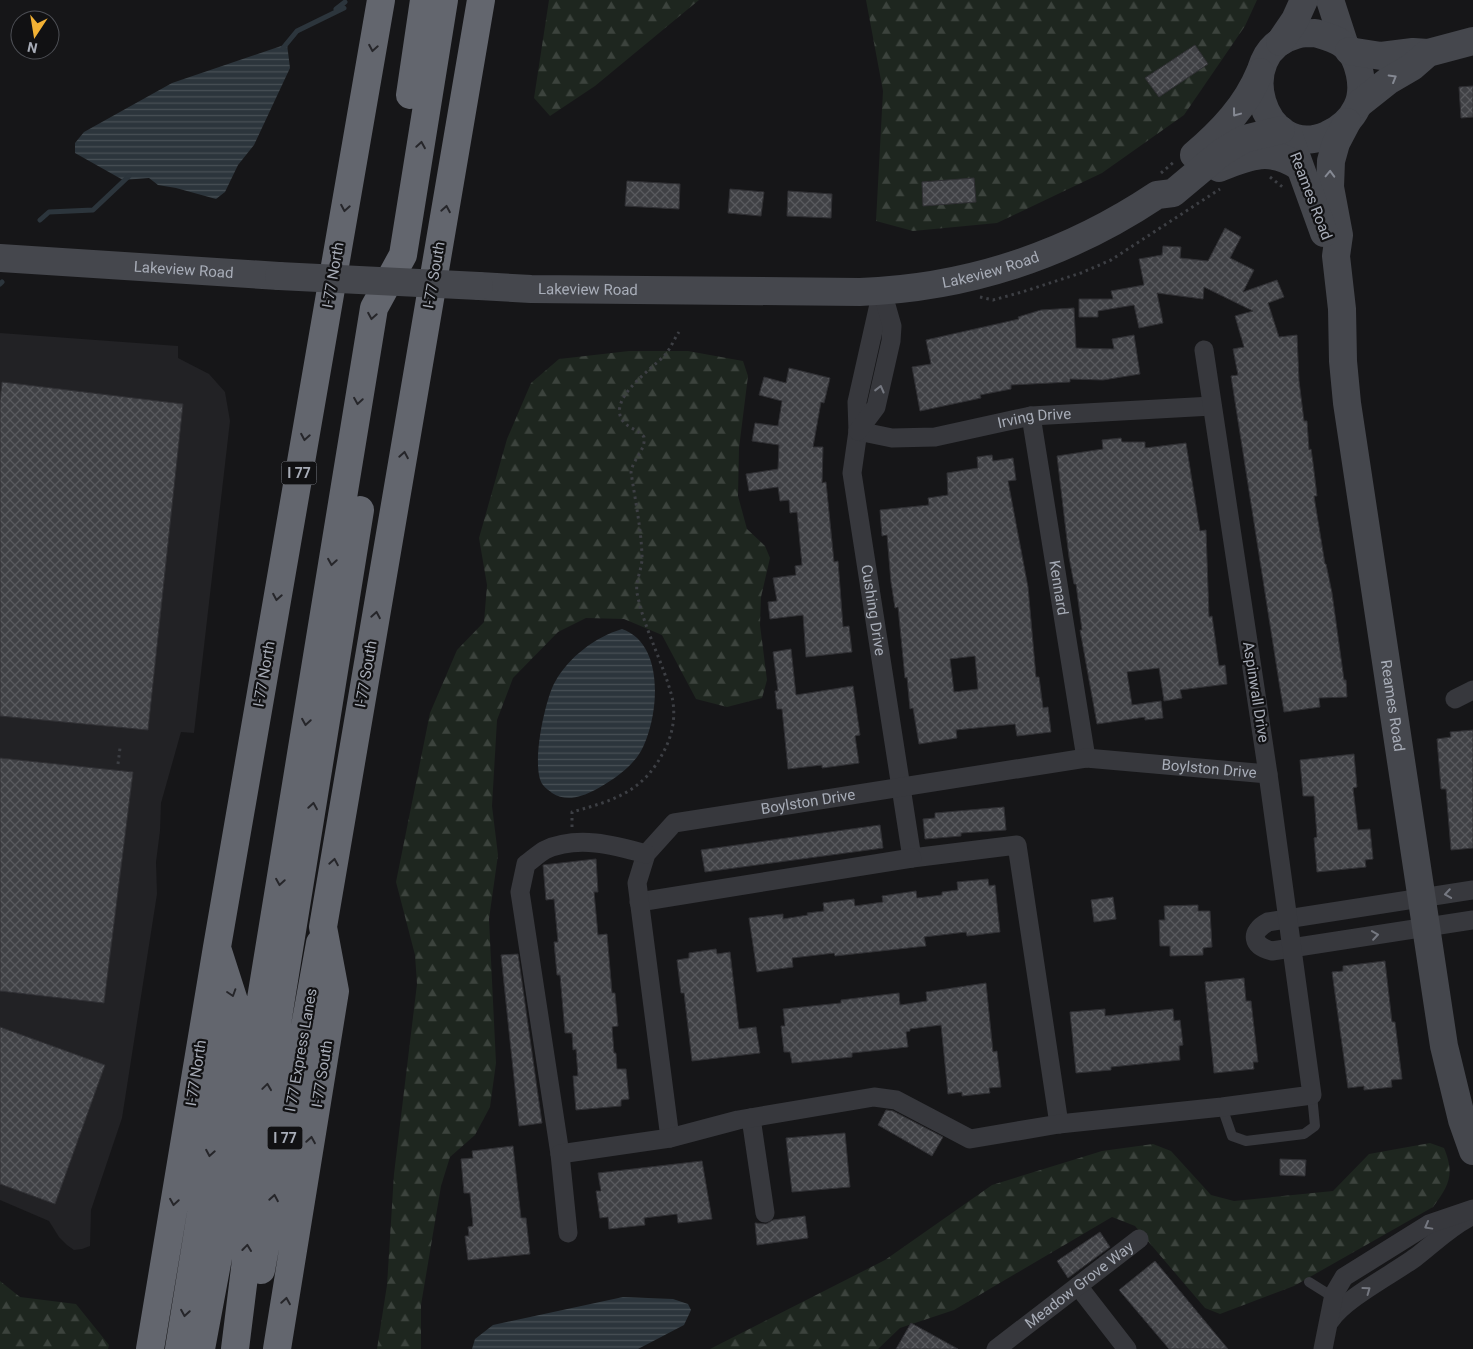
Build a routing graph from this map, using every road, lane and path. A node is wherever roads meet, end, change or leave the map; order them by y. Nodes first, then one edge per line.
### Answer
1 (381, 0) edge
2 (424, 0) edge
3 (444, 0) edge
4 (481, 0) edge
5 (1304, 0) edge
6 (1330, 0) edge
7 (1473, 41) edge
8 (1280, 42) junction
9 (1347, 48) junction
10 (1428, 54) junction
11 (1260, 71) junction
12 (1353, 113) junction
13 (1285, 133) junction
14 (1298, 166) junction
15 (1269, 177) dead end
16 (1190, 180) junction
17 (1226, 185) dead end
18 (1290, 193) dead end
19 (1157, 196) junction
20 (400, 210) junction
21 (1336, 256) junction
22 (0, 258) edge
23 (388, 282) junction
24 (882, 291) junction
25 (993, 300) dead end
26 (679, 332) dead end
27 (1204, 350) dead end
28 (376, 354) junction
29 (1212, 406) junction
30 (1031, 416) junction
31 (858, 431) junction
32 (1473, 690) edge
33 (1455, 699) dead end
34 (120, 748) dead end
35 (1086, 758) junction
36 (118, 764) dead end
37 (1268, 774) junction
38 (902, 787) junction
39 (572, 843) junction
40 (646, 854) junction
41 (912, 858) junction
42 (1473, 890) edge
43 (1422, 898) junction
44 (640, 902) junction
45 (1336, 910) junction
46 (1289, 919) junction
47 (1473, 920) edge
48 (323, 927) junction
49 (1426, 927) junction
50 (1340, 940) junction
51 (217, 947) junction
52 (1292, 948) junction
53 (1312, 1095) junction
54 (1222, 1107) junction
55 (750, 1118) junction
56 (1059, 1124) junction
57 (670, 1138) junction
58 (1473, 1152) edge
59 (560, 1154) junction
60 (1473, 1208) edge
61 (765, 1213) dead end
62 (1473, 1215) edge
63 (568, 1234) dead end
64 (1138, 1239) dead end
65 (1397, 1244) junction
66 (1410, 1261) junction
67 (1309, 1282) dead end
68 (1078, 1286) junction
69 (1333, 1297) junction
70 (1330, 1321) junction
71 (150, 1349) edge
72 (179, 1349) edge
73 (201, 1349) edge
74 (235, 1349) edge
75 (247, 1349) edge
76 (278, 1349) edge
77 (996, 1349) edge
78 (1126, 1349) edge
79 (1323, 1349) edge

1 -> 51 highway, I-77 North / I 77
2 - 20 highway
20 -> 3 highway
48 -> 4 highway, I-77 South / I 77
5 - 8 main road
6 - 9 main road
7 - 10 main road
8 - 9 main road
8 - 11 main road
9 - 10 main road
9 - 12 main road
12 -> 10 main road
11 - 13 main road
11 -> 19 main road, Lakeview Road
12 - 13 main road
21 -> 12 main road, Reames Road
13 - 14 main road, Reames Road
13 - 16 main road, Lakeview Road
14 - 16 main road
14 - 21 main road, Reames Road
15 - 18 path
16 - 19 main road, Lakeview Road
17 - 25 path
19 - 24 main road, Lakeview Road
20 - 23 highway
21 - 43 main road, Reames Road
22 - 23 main road, Lakeview Road, bridge
23 - 24 main road, Lakeview Road, bridge
23 - 28 highway
24 - 31 street, Cushing Drive
26 - 39 path
27 - 29 street, Aspinwall Drive
28 -> 73 highway
74 -> 28 highway
29 - 30 street, Irving Drive
29 - 37 street, Aspinwall Drive
30 - 31 street, Irving Drive
30 - 35 street, Kennard
31 - 38 street, Cushing Drive
32 - 33 street
34 - 36 path
35 - 37 street, Boylston Drive
35 - 38 street, Boylston Drive
37 - 46 street, Aspinwall Drive
38 - 40 street, Boylston Drive
38 - 41 street, Cushing Drive
39 - 40 street
39 - 59 street
40 - 44 street, Boylston Drive
41 - 44 street
41 - 56 street
42 -> 43 street
43 - 45 street
43 - 49 main road, Reames Road
44 - 57 street, Boylston Drive
45 - 46 street
45 - 50 street
46 - 52 street, Aspinwall Drive
46 - 52 street
47 - 49 street
75 -> 48 highway, I 77 Express Lanes / I 77
76 -> 48 highway, I-77 South / I 77
50 -> 49 street
49 - 58 main road, Reames Road
50 - 52 street
51 -> 71 highway, I-77 North / I 77
51 -> 72 highway, I 77
52 - 53 street, Aspinwall Drive
53 - 54 street
53 - 54 lane
54 - 56 street
55 - 56 street
55 - 57 street
55 - 61 street
57 - 59 street
59 - 63 street
60 -> 65 street
62 - 66 street
64 - 68 street, Meadow Grove Way
65 - 66 lane
65 - 69 street
70 -> 66 street
67 - 69 lane
68 - 77 street, Meadow Grove Way
68 - 78 street
69 - 70 street
70 - 79 street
━━━━━━━━━━
## What needs to be done
The whole listing, minus its images, should be repeated exactly.

## Output for this exercise
Build a routing graph from this map, using every road, lane and path. A node is wherever roads meet, end, change or leave the map; order them by y. Nodes first, then one edge per line.
### Answer
1 (381, 0) edge
2 (424, 0) edge
3 (444, 0) edge
4 (481, 0) edge
5 (1304, 0) edge
6 (1330, 0) edge
7 (1473, 41) edge
8 (1280, 42) junction
9 (1347, 48) junction
10 (1428, 54) junction
11 (1260, 71) junction
12 (1353, 113) junction
13 (1285, 133) junction
14 (1298, 166) junction
15 (1269, 177) dead end
16 (1190, 180) junction
17 (1226, 185) dead end
18 (1290, 193) dead end
19 (1157, 196) junction
20 (400, 210) junction
21 (1336, 256) junction
22 (0, 258) edge
23 (388, 282) junction
24 (882, 291) junction
25 (993, 300) dead end
26 (679, 332) dead end
27 (1204, 350) dead end
28 (376, 354) junction
29 (1212, 406) junction
30 (1031, 416) junction
31 (858, 431) junction
32 (1473, 690) edge
33 (1455, 699) dead end
34 (120, 748) dead end
35 (1086, 758) junction
36 (118, 764) dead end
37 (1268, 774) junction
38 (902, 787) junction
39 (572, 843) junction
40 (646, 854) junction
41 (912, 858) junction
42 (1473, 890) edge
43 (1422, 898) junction
44 (640, 902) junction
45 (1336, 910) junction
46 (1289, 919) junction
47 (1473, 920) edge
48 (323, 927) junction
49 (1426, 927) junction
50 (1340, 940) junction
51 (217, 947) junction
52 (1292, 948) junction
53 (1312, 1095) junction
54 (1222, 1107) junction
55 (750, 1118) junction
56 (1059, 1124) junction
57 (670, 1138) junction
58 (1473, 1152) edge
59 (560, 1154) junction
60 (1473, 1208) edge
61 (765, 1213) dead end
62 (1473, 1215) edge
63 (568, 1234) dead end
64 (1138, 1239) dead end
65 (1397, 1244) junction
66 (1410, 1261) junction
67 (1309, 1282) dead end
68 (1078, 1286) junction
69 (1333, 1297) junction
70 (1330, 1321) junction
71 (150, 1349) edge
72 (179, 1349) edge
73 (201, 1349) edge
74 (235, 1349) edge
75 (247, 1349) edge
76 (278, 1349) edge
77 (996, 1349) edge
78 (1126, 1349) edge
79 (1323, 1349) edge

1 -> 51 highway, I-77 North / I 77
2 - 20 highway
20 -> 3 highway
48 -> 4 highway, I-77 South / I 77
5 - 8 main road
6 - 9 main road
7 - 10 main road
8 - 9 main road
8 - 11 main road
9 - 10 main road
9 - 12 main road
12 -> 10 main road
11 - 13 main road
11 -> 19 main road, Lakeview Road
12 - 13 main road
21 -> 12 main road, Reames Road
13 - 14 main road, Reames Road
13 - 16 main road, Lakeview Road
14 - 16 main road
14 - 21 main road, Reames Road
15 - 18 path
16 - 19 main road, Lakeview Road
17 - 25 path
19 - 24 main road, Lakeview Road
20 - 23 highway
21 - 43 main road, Reames Road
22 - 23 main road, Lakeview Road, bridge
23 - 24 main road, Lakeview Road, bridge
23 - 28 highway
24 - 31 street, Cushing Drive
26 - 39 path
27 - 29 street, Aspinwall Drive
28 -> 73 highway
74 -> 28 highway
29 - 30 street, Irving Drive
29 - 37 street, Aspinwall Drive
30 - 31 street, Irving Drive
30 - 35 street, Kennard
31 - 38 street, Cushing Drive
32 - 33 street
34 - 36 path
35 - 37 street, Boylston Drive
35 - 38 street, Boylston Drive
37 - 46 street, Aspinwall Drive
38 - 40 street, Boylston Drive
38 - 41 street, Cushing Drive
39 - 40 street
39 - 59 street
40 - 44 street, Boylston Drive
41 - 44 street
41 - 56 street
42 -> 43 street
43 - 45 street
43 - 49 main road, Reames Road
44 - 57 street, Boylston Drive
45 - 46 street
45 - 50 street
46 - 52 street, Aspinwall Drive
46 - 52 street
47 - 49 street
75 -> 48 highway, I 77 Express Lanes / I 77
76 -> 48 highway, I-77 South / I 77
50 -> 49 street
49 - 58 main road, Reames Road
50 - 52 street
51 -> 71 highway, I-77 North / I 77
51 -> 72 highway, I 77
52 - 53 street, Aspinwall Drive
53 - 54 street
53 - 54 lane
54 - 56 street
55 - 56 street
55 - 57 street
55 - 61 street
57 - 59 street
59 - 63 street
60 -> 65 street
62 - 66 street
64 - 68 street, Meadow Grove Way
65 - 66 lane
65 - 69 street
70 -> 66 street
67 - 69 lane
68 - 77 street, Meadow Grove Way
68 - 78 street
69 - 70 street
70 - 79 street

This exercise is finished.